About this exercise:
Could you give the number of lines in the entries below that contain the word "points"? Only the number is wanted.

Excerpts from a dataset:
# # # # #
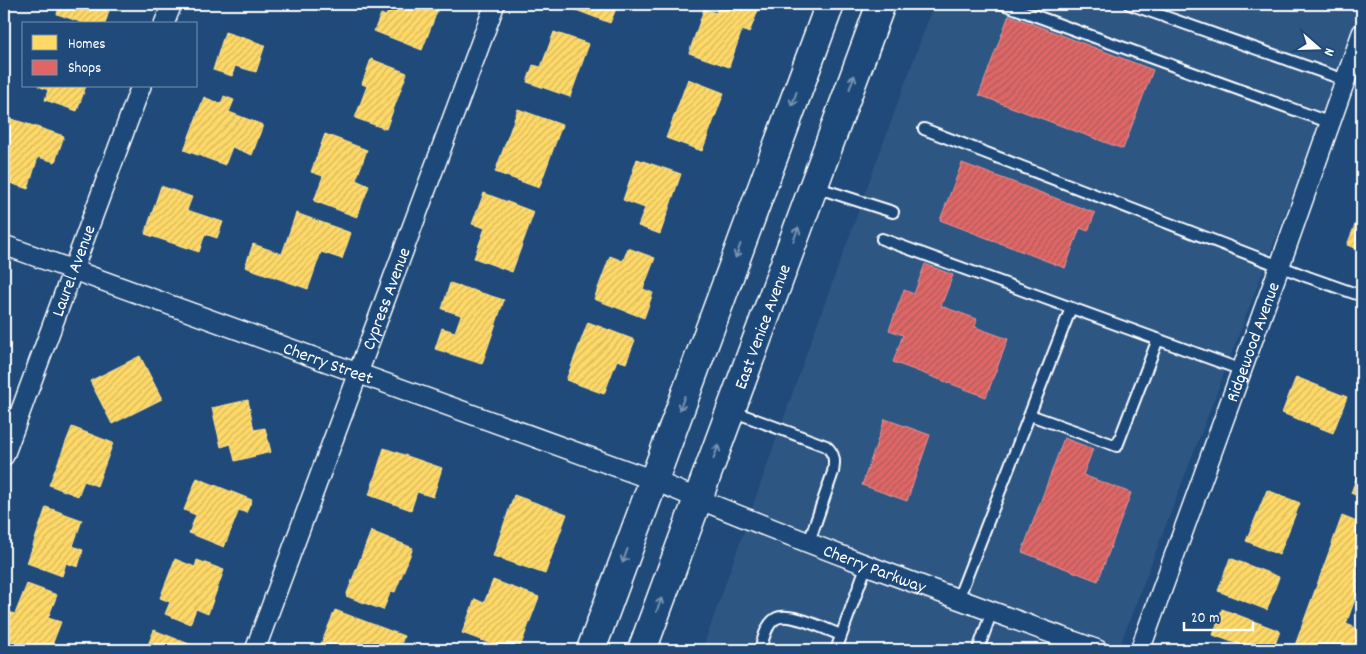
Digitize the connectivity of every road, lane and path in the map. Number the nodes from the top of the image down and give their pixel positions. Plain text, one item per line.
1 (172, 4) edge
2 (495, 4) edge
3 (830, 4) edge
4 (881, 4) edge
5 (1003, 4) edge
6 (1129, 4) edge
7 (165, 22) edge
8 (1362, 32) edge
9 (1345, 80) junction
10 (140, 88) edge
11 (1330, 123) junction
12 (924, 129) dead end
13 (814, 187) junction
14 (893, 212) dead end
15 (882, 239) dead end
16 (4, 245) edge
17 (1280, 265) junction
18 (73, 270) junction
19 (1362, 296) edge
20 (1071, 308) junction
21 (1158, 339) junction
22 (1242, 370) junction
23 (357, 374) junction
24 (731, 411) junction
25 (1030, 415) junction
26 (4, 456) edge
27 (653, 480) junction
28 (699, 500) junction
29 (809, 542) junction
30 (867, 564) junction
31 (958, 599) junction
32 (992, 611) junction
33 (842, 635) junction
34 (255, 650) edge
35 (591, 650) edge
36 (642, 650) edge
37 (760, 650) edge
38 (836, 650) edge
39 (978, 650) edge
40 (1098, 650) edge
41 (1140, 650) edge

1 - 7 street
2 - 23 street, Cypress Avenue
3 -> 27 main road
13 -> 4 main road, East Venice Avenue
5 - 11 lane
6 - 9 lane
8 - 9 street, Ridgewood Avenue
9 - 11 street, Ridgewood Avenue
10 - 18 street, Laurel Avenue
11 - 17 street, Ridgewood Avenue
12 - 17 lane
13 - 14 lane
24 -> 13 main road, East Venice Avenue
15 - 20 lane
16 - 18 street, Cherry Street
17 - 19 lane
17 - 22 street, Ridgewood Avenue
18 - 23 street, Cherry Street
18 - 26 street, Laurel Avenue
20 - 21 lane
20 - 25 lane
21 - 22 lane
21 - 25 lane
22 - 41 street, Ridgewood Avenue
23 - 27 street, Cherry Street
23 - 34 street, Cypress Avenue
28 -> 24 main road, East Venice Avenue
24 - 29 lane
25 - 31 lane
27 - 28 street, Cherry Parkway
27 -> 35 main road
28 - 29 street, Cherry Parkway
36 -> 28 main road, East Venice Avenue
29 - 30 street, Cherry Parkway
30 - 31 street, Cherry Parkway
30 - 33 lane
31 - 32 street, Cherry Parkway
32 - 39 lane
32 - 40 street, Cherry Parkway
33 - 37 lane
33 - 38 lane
# # # # #
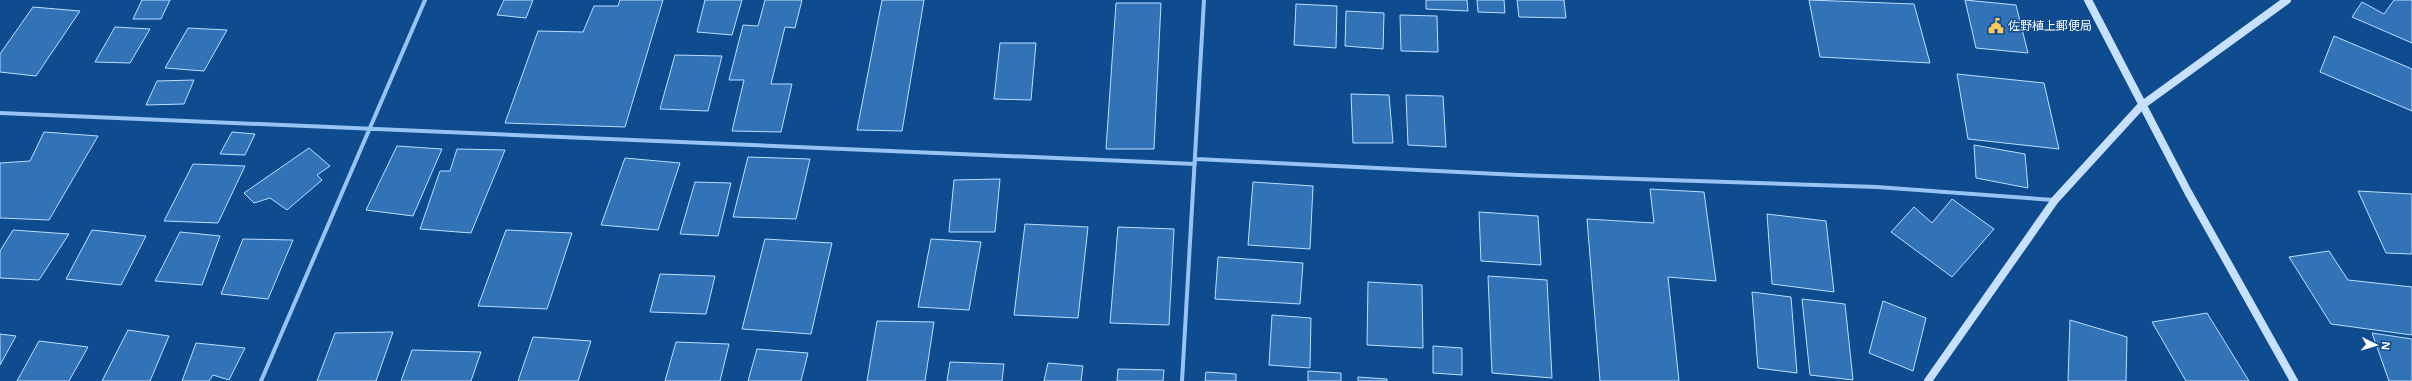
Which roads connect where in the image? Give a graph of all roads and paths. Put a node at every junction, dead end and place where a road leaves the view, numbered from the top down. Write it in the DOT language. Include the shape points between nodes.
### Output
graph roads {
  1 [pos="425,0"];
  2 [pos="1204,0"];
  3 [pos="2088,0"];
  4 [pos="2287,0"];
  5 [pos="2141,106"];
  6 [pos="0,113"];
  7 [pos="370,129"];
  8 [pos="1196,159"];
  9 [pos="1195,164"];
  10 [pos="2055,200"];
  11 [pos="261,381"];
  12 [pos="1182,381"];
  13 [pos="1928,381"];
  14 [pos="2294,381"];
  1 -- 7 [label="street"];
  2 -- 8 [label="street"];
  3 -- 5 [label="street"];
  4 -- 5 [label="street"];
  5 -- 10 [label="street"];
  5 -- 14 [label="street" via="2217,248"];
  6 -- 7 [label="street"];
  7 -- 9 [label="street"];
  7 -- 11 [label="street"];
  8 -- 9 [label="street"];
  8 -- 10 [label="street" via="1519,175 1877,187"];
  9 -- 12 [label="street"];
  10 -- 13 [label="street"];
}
# # # # #
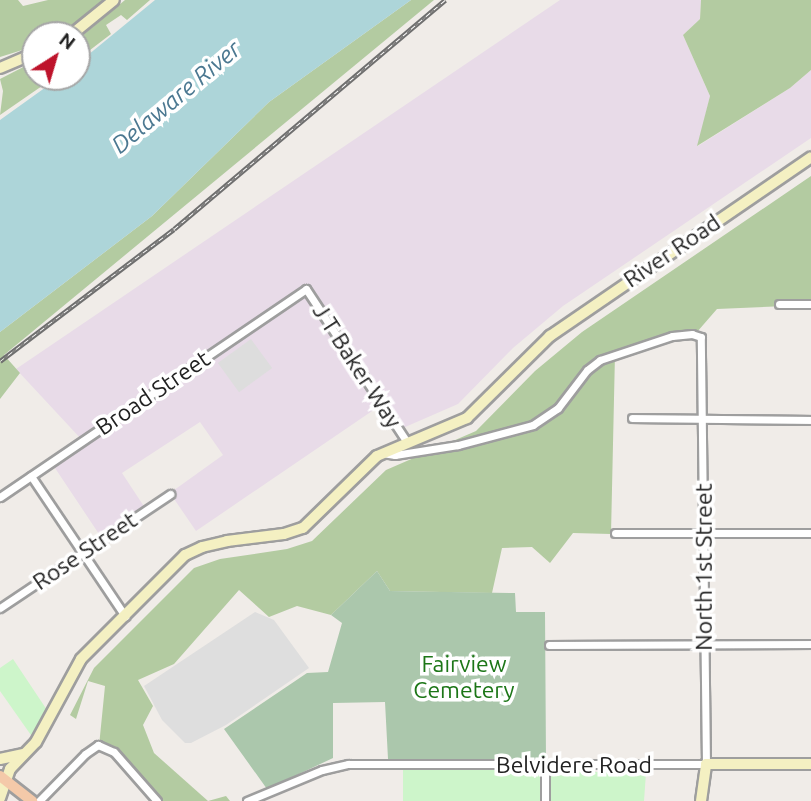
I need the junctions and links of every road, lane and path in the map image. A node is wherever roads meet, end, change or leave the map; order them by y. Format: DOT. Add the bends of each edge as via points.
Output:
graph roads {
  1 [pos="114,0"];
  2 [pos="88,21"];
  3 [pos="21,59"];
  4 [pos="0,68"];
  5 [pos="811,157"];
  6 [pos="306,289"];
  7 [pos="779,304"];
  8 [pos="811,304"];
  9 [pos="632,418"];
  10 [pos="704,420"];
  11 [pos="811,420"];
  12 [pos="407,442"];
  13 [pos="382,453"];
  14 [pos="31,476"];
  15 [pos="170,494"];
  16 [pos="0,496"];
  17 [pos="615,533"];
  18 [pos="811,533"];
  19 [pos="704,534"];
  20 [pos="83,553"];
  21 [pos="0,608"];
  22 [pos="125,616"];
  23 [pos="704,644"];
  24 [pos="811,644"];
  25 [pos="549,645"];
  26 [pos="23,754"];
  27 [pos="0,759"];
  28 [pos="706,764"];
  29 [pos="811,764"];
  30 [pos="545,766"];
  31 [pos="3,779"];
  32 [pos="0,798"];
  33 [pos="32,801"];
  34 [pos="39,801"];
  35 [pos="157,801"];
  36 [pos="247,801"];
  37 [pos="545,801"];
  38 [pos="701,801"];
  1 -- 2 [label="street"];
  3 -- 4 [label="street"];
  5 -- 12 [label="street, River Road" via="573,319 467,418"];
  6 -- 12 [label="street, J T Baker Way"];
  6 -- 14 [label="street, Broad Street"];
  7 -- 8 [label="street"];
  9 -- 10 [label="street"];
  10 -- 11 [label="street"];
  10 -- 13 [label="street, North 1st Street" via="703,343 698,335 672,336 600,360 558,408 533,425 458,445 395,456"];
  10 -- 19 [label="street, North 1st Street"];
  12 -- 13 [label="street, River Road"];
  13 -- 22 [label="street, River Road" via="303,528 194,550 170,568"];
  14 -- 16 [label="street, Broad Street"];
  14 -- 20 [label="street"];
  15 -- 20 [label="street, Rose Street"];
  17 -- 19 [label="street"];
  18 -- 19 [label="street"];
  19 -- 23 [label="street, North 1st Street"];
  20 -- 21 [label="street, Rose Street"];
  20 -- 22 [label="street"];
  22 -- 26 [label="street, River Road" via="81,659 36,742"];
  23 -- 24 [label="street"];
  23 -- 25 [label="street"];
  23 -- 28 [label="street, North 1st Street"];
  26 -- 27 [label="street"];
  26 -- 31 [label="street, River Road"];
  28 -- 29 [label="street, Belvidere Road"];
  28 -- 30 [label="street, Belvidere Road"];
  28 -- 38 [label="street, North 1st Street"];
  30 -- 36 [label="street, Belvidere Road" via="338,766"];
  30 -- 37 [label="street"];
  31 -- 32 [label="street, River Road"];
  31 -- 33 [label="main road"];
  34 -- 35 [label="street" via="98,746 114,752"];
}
# # # # #
Task response:
2